_Material for this exercise_
== Segment start ==

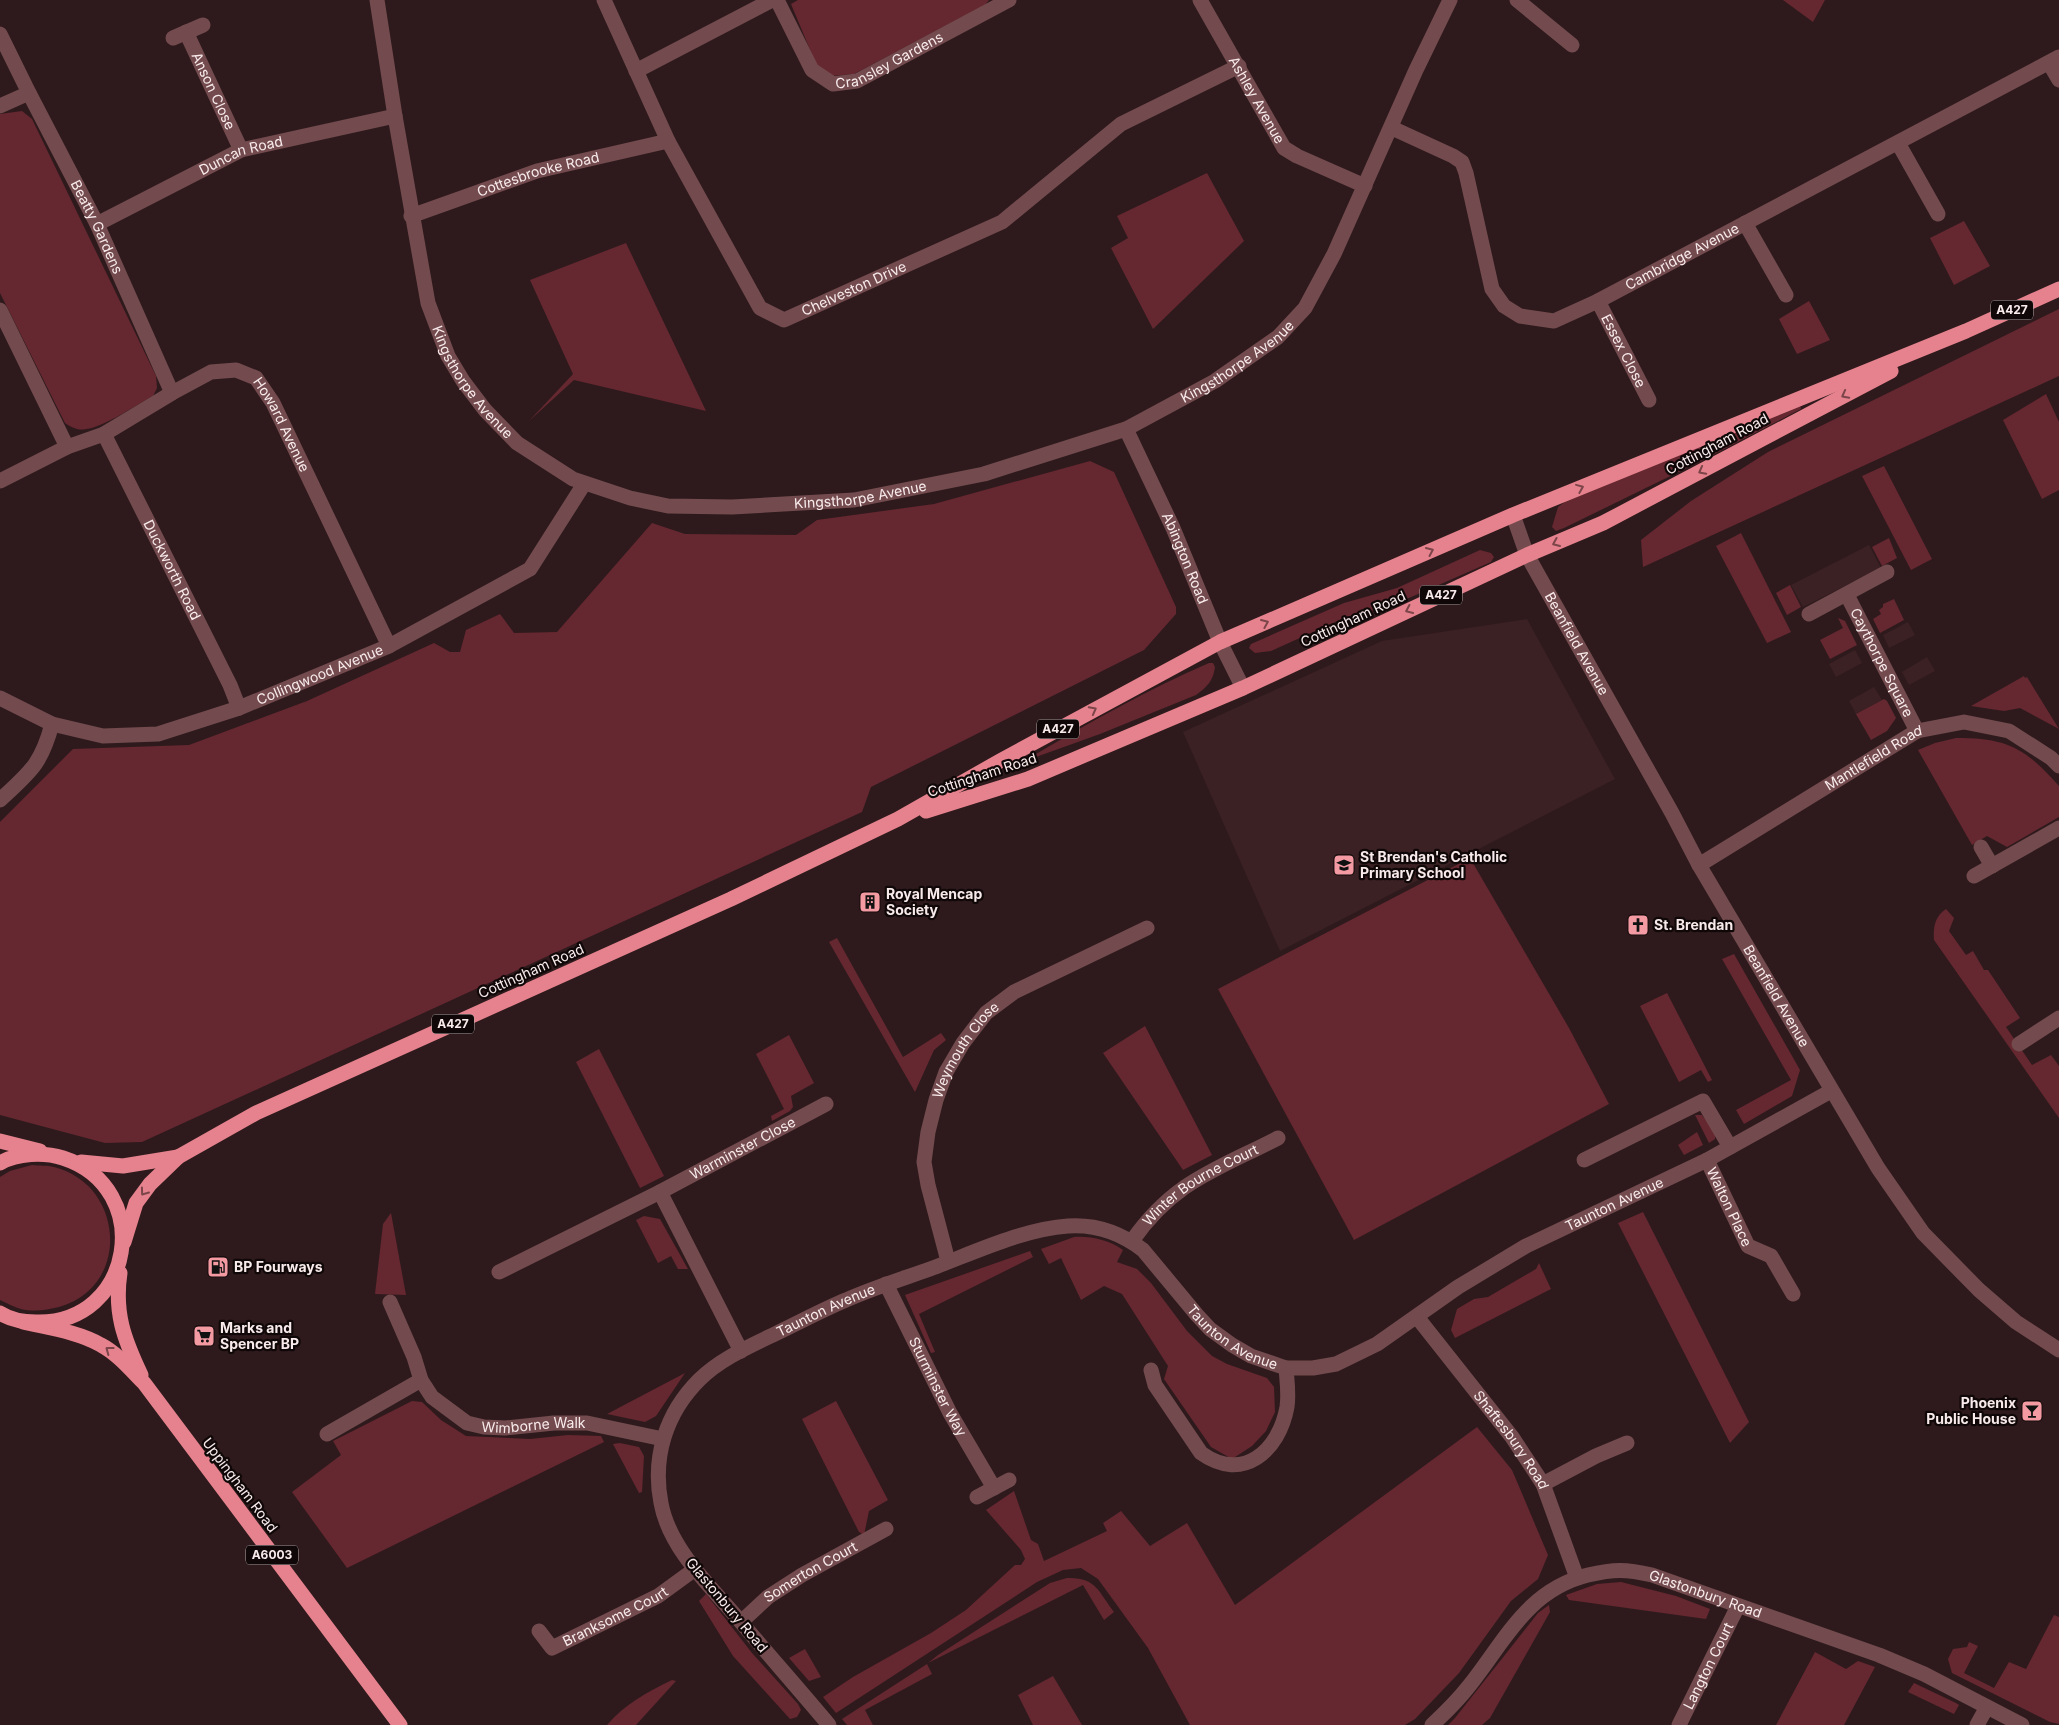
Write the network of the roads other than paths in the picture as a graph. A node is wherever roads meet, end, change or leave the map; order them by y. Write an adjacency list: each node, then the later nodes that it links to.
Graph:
1 (378, 0): 18 (street, Kingsthorpe Avenue)
2 (604, 0): 14 (street, Chelveston Drive)
3 (772, 0): 14 (street)
4 (777, 0): 5 (street, Cransley Gardens)
5 (1010, 0)
6 (1450, 0): 19 (street, Kingsthorpe Avenue)
7 (1517, 0): 11 (street)
8 (1206, 2): 13 (street, Ashley Avenue)
9 (203, 24): 22 (street, Anson Close)
10 (0, 34): 16 (street)
11 (1572, 45)
12 (2054, 60): 15 (street); 21 (street, Cambridge Avenue)
13 (1239, 66): 20 (street, Chelveston Drive); 23 (street, Ashley Avenue)
14 (636, 71): 20 (street, Chelveston Drive)
15 (2059, 80)
16 (29, 94): 17 (street); 27 (street, Beatty Gardens)
17 (0, 106)
18 (395, 116): 22 (street, Duncan Road); 25 (street, Kingsthorpe Avenue)
19 (1392, 128): 23 (street, Kingsthorpe Avenue); 30 (street, Cambridge Avenue)
20 (668, 141): 25 (street, Cottesbrooke Road)
21 (1898, 143): 24 (street); 26 (street, Cambridge Avenue)
22 (241, 150): 27 (street, Duncan Road)
23 (1365, 186): 35 (street, Kingsthorpe Avenue)
24 (1938, 214)
25 (412, 216): 39 (street, Kingsthorpe Avenue)
26 (1745, 223): 29 (street); 30 (street, Cambridge Avenue)
27 (97, 224): 33 (street, Beatty Gardens)
28 (2059, 289): 32 (highway, Cottingham Road / A427)
29 (1786, 295)
30 (1598, 301): 34 (street, Essex Close)
31 (0, 310): 37 (street)
32 (1966, 331): 40 (highway, Cottingham Road / A427, one-way to 32); 41 (highway, Cottingham Road / A427, one-way to 41)
33 (172, 393): 36 (street, Howard Avenue); 46 (street, Howard Avenue)
34 (1649, 400)
35 (1126, 429): 39 (street, Kingsthorpe Avenue); 45 (street, Abington Road)
36 (104, 434): 37 (street, Howard Avenue); 49 (street, Duckworth Road)
37 (67, 447): 38 (street, Howard Avenue)
38 (0, 481)
39 (584, 484): 46 (street, Collingwood Avenue)
40 (1513, 515): 41 (street, Beanfield Avenue); 45 (highway, Cottingham Road / A427, one-way to 40)
41 (1527, 555): 47 (highway, Cottingham Road / A427, one-way to 47); 57 (street, Beanfield Avenue)
42 (1887, 572): 43 (street, Caythorpe Square)
43 (1847, 595): 44 (street, Caythorpe Square); 51 (street, Caythorpe Square)
44 (1809, 614)
45 (1220, 642): 47 (street, Abington Road); 54 (highway, Cottingham Road / A427, one-way to 45)
46 (389, 646): 49 (street, Collingwood Avenue)
47 (1243, 688): 54 (highway, Cottingham Road / A427)
48 (0, 698): 50 (street, Collingwood Avenue)
49 (239, 708): 50 (street, Collingwood Avenue)
50 (52, 724): 53 (street)
51 (1917, 731): 52 (street, Mantlefield Road); 57 (street, Mantlefield Road)
52 (2059, 766)
53 (0, 800)
54 (898, 819): 69 (highway, Cottingham Road / A427)
55 (2059, 828): 58 (street)
56 (1981, 847): 58 (street)
57 (1699, 865): 63 (street, Beanfield Avenue)
58 (1992, 866): 59 (street)
59 (1974, 876)
60 (1147, 928): 77 (street, Weymouth Close)
61 (2059, 1018): 62 (street)
62 (2019, 1044)
63 (1831, 1091): 67 (street, Taunton Avenue); 85 (street, Beanfield Avenue)
64 (826, 1104): 74 (street, Warminster Close)
65 (1278, 1138): 75 (street, Winter Bourne Court)
66 (0, 1141): 68 (highway)
67 (1730, 1147): 70 (street); 71 (street, Taunton Avenue)
68 (56, 1155): 72 (highway); 73 (highway)
69 (178, 1157): 72 (highway, Cottingham Road / A427); 76 (highway, Cottingham Road / A427, one-way to 76)
70 (1584, 1160)
71 (1706, 1160): 80 (street, Walton Place); 83 (street, Taunton Avenue)
72 (76, 1162): 76 (highway)
73 (0, 1164)
74 (660, 1192): 78 (street, Warminster Close); 86 (street)
75 (1132, 1241): 77 (street, Taunton Avenue); 87 (street, Taunton Avenue)
76 (123, 1249): 84 (highway); 90 (highway, Uppingham Road / A6003)
77 (948, 1261): 79 (street, Taunton Avenue)
78 (500, 1272)
79 (886, 1284): 86 (street, Taunton Avenue); 96 (street, Sturminster Way)
80 (1793, 1294)
81 (390, 1302): 89 (street, Wimborne Walk)
82 (2, 1315): 84 (highway)
83 (1417, 1317): 87 (street, Taunton Avenue); 95 (street, Shaftesbury Road)
84 (23, 1322): 90 (highway, Uppingham Road / A6003, one-way to 84)
85 (2059, 1350)
86 (741, 1351): 92 (street, Taunton Avenue)
87 (1286, 1368): 88 (street)
88 (1151, 1370)
89 (421, 1380): 91 (street); 92 (street, Wimborne Walk)
90 (144, 1384): 105 (highway, Uppingham Road / A6003)
91 (327, 1434)
92 (663, 1439): 99 (street, Glastonbury Road)
93 (1627, 1443): 95 (street)
94 (1009, 1480): 96 (street)
95 (1543, 1484): 100 (street, Shaftesbury Road)
96 (994, 1488): 97 (street)
97 (977, 1497)
98 (886, 1530): 102 (street, Somerton Court)
99 (695, 1570): 102 (street, Glastonbury Road); 103 (street, Branksome Court)
100 (1577, 1578): 101 (street, Glastonbury Road); 107 (street, Glastonbury Road)
101 (1738, 1606): 104 (street, Glastonbury Road); 108 (street, Langton Court)
102 (740, 1622): 106 (street, Glastonbury Road)
103 (539, 1631)
104 (1987, 1707): 109 (street); 110 (street, Glastonbury Road)
105 (400, 1725)
106 (829, 1725)
107 (1432, 1725)
108 (1678, 1725)
109 (1977, 1725)
110 (2022, 1725)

== Segment end ==

_Task statement_
Give the number of lines in the records above that contain the word "Collingwood". Reply with that number alone.

_Exercise result_
4